Er fühle sich in Sicherheit, sagt Peuser. Selbst die nächste Stadt ist von dem Dorf, in dem er sich jetzt aufhält, 30 Kilometer entfernt. Nur heult die Sirene mehrmals am Tag auf, das mache schon nervös. „Man kannte so etwas ja nur aus Filmen. Ich hätte nicht gedacht, dass ich das mal erlebe.“

Viel zu tun gibt es ansonsten nicht. Peuser übt sich in Landleben. Er ist für das Heizen des Ofens zuständig („Ich bin der einzige Mann im Haus“). Man isst viel, denn das lenkt ab. Angehörige und Freunde wollen über soziale Netzwerke auf dem Laufenden gehalten werden. Außerdem berichtet Peuser in einem Tagebuch für die „Lübecker Nachrichten“ aus seinem Exil und klingt auf den Videos wenn nicht entspannt, so doch sehr gefasst.

Wenn man in größerer Runde zusammensitze, dann werde aber schon deutlich, wie aufgewühlt die Menschen seien. „Die Leute leben sich auseinander, das spürt man deutlich“, sagt der Schuldirektor. Die Ukrainer fragten, warum die Russen das zugelassen haben, so Peuser, der zwischenzeitlich sogar einen internen Chat schließen musste, weil eine Mitarbeiterin angegriffen worden war. In der Vergangenheit hatte es bereits Kurs­teilnehmer gegeben, die es ablehnten, von einer Lehrerin aus dem russischen Smolensk unterrichtet zu werden.

In diesem Spannungsfeld versuchte Peuser immer, ausgleichend zu wirken. Das ist zuletzt nicht leichter geworden. Er hofft jedoch, dass mit der Zeit eine Versöhnung möglich wird, so wie er sie zwischen Ukrainern und Deutschen festgestellt hat. „Wir Deutschen haben das Land im Zweiten Weltkrieg überfallen. Heute sind wir hier hoch angesehen.“

Anfängerkurs für Flüchtlinge

Wie es mit Startdeutsch in der Ukraine weitergeht, ist ungewiss. Vorerst sind die Kurse ausgesetzt, obwohl während der Pandemie beste Voraussetzungen geschaffen wurden, neben dem Präsenz- auch Onlineunterricht anzubieten. Doch unter den gegenwärtigen Verhältnissen steht niemandem der Sinn nach deutscher Rechtschreibung und Grammatik. Stattdessen bietet die Schule ab dieser Woche einen kostenlosen Anfängerkurs auf Zoom für nach Deutschland geflüchtete Ukrainer an.

Markus Peuser wird von seinem vorläufigen Landsitz aus wohl eher Richtung Westen weiterreisen als nach Kiew zurückkehren.

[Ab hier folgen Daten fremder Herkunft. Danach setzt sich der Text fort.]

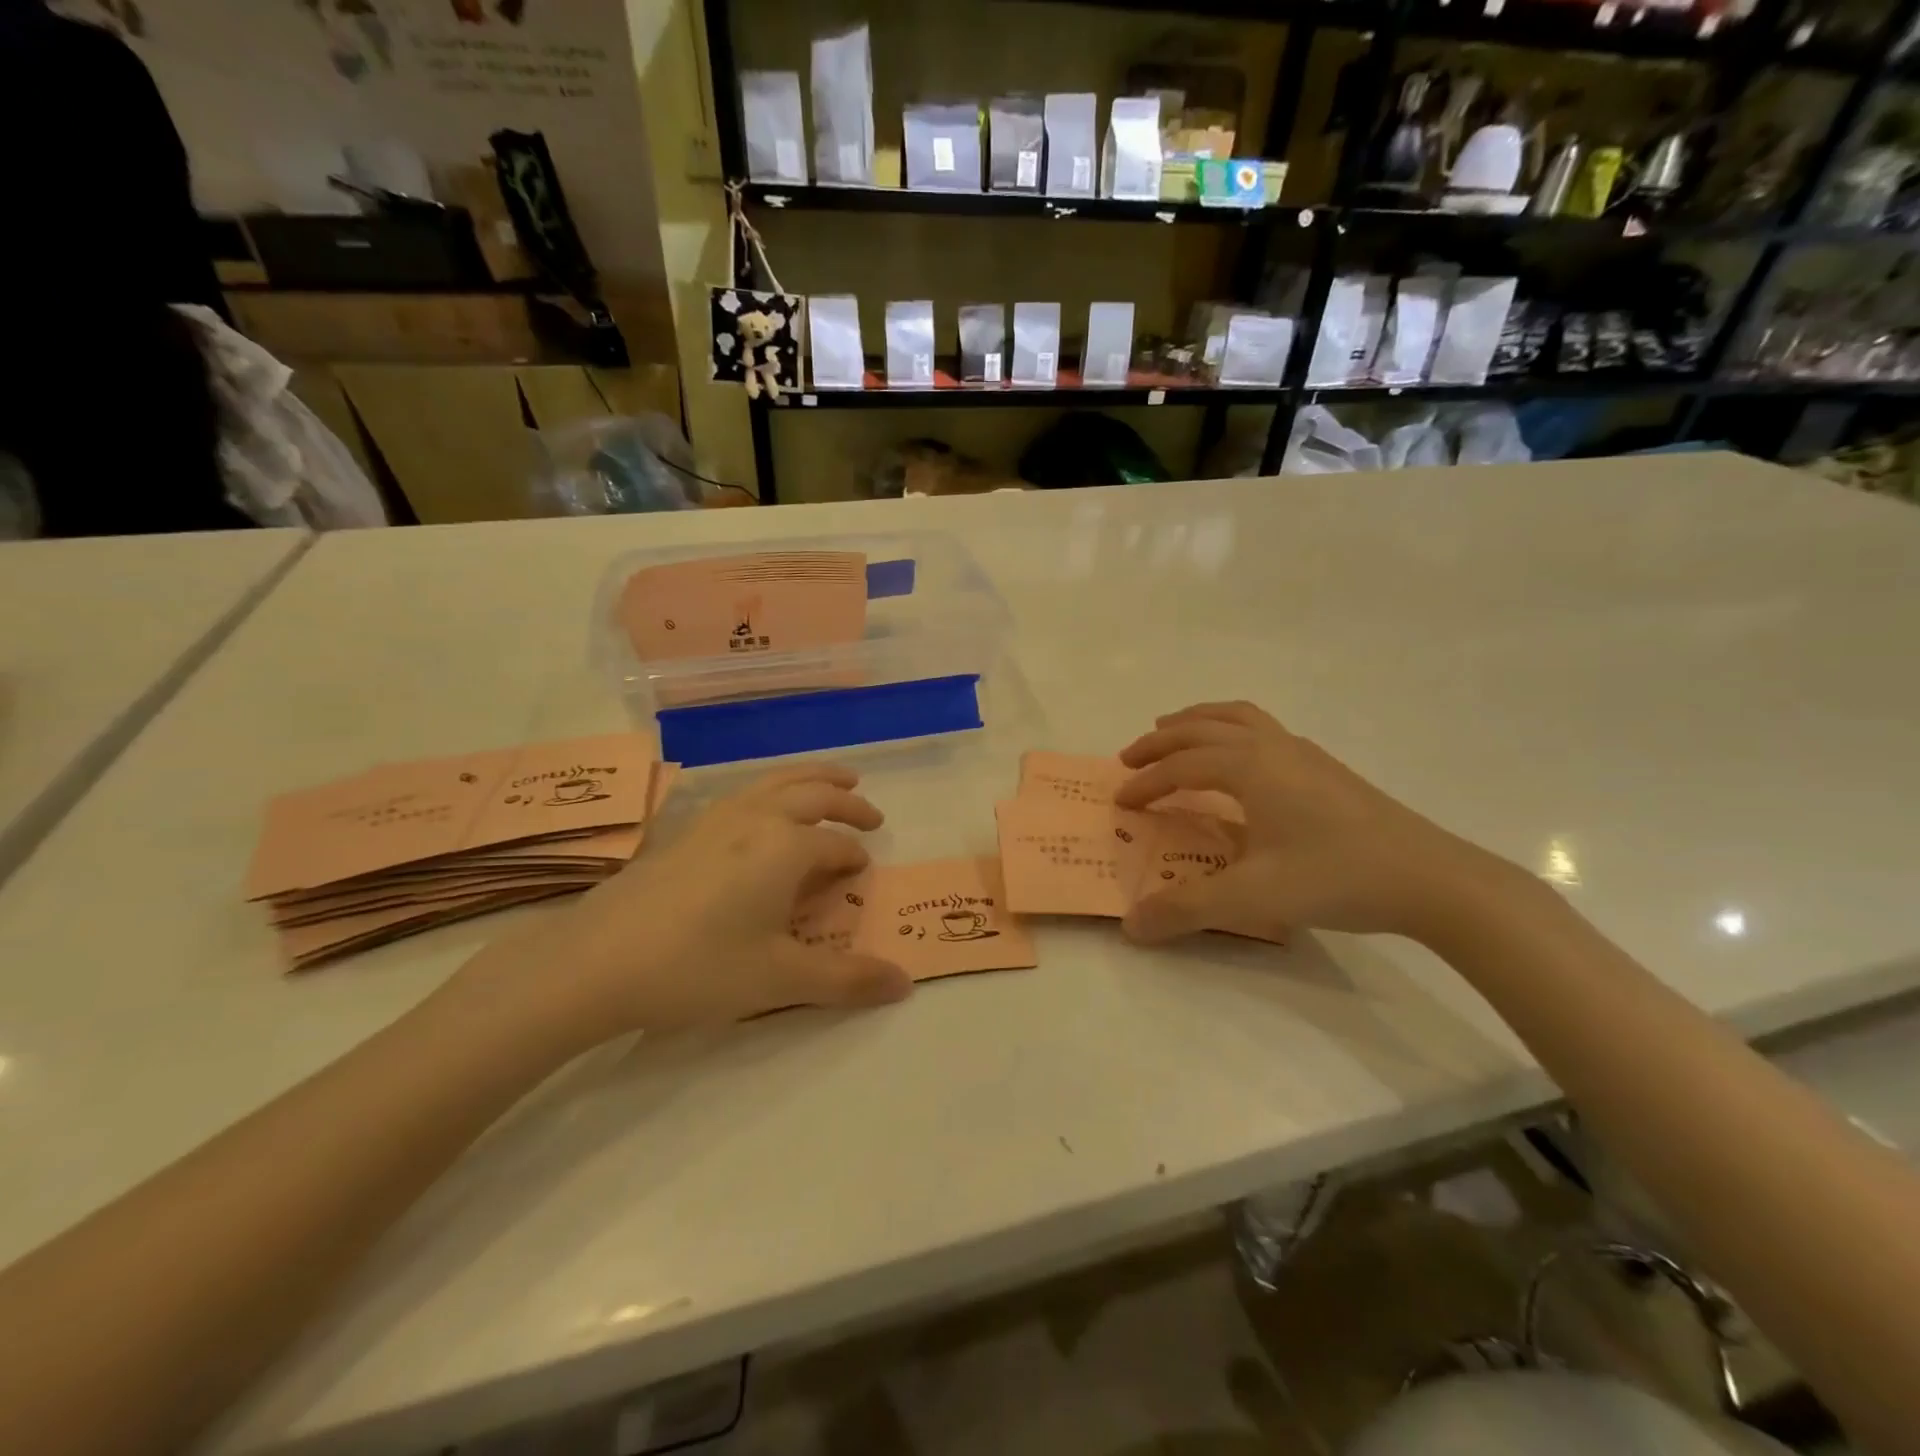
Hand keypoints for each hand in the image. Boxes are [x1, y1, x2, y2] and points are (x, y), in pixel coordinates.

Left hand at [462, 764, 910, 1047]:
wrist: (596, 963)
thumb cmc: (698, 968)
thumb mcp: (780, 980)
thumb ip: (847, 979)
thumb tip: (905, 984)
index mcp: (787, 848)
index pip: (837, 846)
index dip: (855, 860)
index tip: (863, 876)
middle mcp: (757, 820)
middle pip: (813, 794)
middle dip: (847, 802)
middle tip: (871, 814)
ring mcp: (716, 819)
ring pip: (775, 782)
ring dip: (811, 779)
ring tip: (832, 781)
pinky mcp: (684, 831)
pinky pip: (745, 793)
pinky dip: (773, 789)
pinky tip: (762, 811)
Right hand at [1116, 702, 1504, 944]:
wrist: (1432, 879)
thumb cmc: (1337, 877)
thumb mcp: (1253, 897)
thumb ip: (1187, 909)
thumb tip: (1131, 926)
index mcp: (1251, 767)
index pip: (1182, 766)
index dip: (1147, 782)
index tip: (1122, 803)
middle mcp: (1273, 747)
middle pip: (1203, 728)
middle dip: (1161, 741)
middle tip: (1129, 757)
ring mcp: (1304, 753)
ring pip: (1238, 717)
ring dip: (1198, 721)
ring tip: (1173, 732)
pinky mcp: (1326, 768)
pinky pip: (1262, 729)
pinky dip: (1231, 731)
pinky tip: (1239, 761)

Dabei liebt er die Stadt, sie ist sein Berlin. „Ich habe mich dort immer sehr wohlgefühlt, vor allem wegen der Menschen“, sagt er. In der Ukraine gehe es noch deutlich familiärer zu als aus Deutschland gewohnt. Es gebe mehr Zusammenhalt und weniger Ellenbogenmentalität. Man verbringe auch oft die Freizeit miteinander. Bevor sich die Ereignisse überschlugen, sagte Peuser der MDZ, er könne sich vorstellen, noch lange in Kiew zu bleiben. Nun ist es anders gekommen.